Al Sud, "dove i numeri sono ancora limitati e la pressione è minore" rispetto alle aree più colpite dall'emergenza coronavirus, "si possono tracciare i contatti in modo più intenso, questo permetterebbe di contenere l'epidemia. E' opportuno che le regioni del Sud si attivino a livello territoriale: la medicina del territorio gioca un ruolo fondamentale" per arrestare l'espansione dei contagi.

"La velocità di propagazione del virus sta diminuendo. Non calano i numeri assoluti dei contagi, quello lo vedremo dopo. Ma la curva si sta appiattendo, e questo è un buon indicatore che la crescita non è più esponenziale", continua Ranieri Guerra sugli ultimi dati diffusi dalla Protezione civile, che attestano un calo dell'aumento dei casi in Italia.

"La situazione va guardata con attenzione - precisa Guerra - perché il nostro Paese ha cluster epidemici molto diversi. In particolare al Sud ci sono piccoli focolai che vanno assolutamente contenuti, con tamponi mirati e tracciamento dei contatti che è fattibile in modo più intenso grazie ai numeri generali ancora limitati" rispetto alle aree più colpite.
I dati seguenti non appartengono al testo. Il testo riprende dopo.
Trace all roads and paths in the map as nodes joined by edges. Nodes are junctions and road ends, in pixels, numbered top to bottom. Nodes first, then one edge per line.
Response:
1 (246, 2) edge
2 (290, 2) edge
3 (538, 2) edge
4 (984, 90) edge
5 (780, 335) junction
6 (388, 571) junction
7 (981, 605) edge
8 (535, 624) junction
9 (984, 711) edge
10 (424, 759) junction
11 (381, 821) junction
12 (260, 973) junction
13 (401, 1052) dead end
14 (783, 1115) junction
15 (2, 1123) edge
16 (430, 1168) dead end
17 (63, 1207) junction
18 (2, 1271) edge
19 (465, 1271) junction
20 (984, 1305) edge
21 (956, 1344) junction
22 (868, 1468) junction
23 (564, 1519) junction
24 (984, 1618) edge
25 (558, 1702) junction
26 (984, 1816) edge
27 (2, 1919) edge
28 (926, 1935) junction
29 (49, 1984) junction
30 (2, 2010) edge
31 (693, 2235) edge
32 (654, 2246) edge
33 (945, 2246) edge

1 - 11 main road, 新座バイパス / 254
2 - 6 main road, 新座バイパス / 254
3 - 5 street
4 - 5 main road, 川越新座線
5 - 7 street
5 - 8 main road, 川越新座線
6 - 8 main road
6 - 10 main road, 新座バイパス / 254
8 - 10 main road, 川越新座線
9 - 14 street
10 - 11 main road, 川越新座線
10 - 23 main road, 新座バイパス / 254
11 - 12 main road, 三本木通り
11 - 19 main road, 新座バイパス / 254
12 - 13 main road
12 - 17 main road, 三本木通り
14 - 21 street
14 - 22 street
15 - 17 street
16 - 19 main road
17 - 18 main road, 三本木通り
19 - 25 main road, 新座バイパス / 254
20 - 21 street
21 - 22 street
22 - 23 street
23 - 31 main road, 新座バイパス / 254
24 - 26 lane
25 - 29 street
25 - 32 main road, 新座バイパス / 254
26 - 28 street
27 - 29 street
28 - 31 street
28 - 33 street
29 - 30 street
"E' eticamente doveroso, indispensabile e urgentissimo proteggere gli operatori sanitari, facendo in modo che lavorino in sicurezza per sé e per gli altri", il monito del direttore vicario dell'Oms, che sottolinea: "Deve essere garantito un percorso preferenziale per fare i tamponi agli operatori sanitari esposti al contagio. Troppi si sono già infettati".

"Ci sono ragioni ben precise - ricorda Guerra - per proteggere i medici e gli altri operatori" che essendo in prima linea contro l'emergenza coronavirus "sono costantemente esposti: va assicurata la loro sicurezza e va tenuto presente che operatori sanitari positivi non diagnosticati, possono a loro volta contagiare i pazienti". Medici, ospedalieri e di famiglia, e infermieri continuano a chiedere i dispositivi di protezione e l'esecuzione dei test sui sanitari. "E' in atto uno sforzo poderoso, mi sembra che l'intero Paese stia lavorando su questo", conclude Guerra.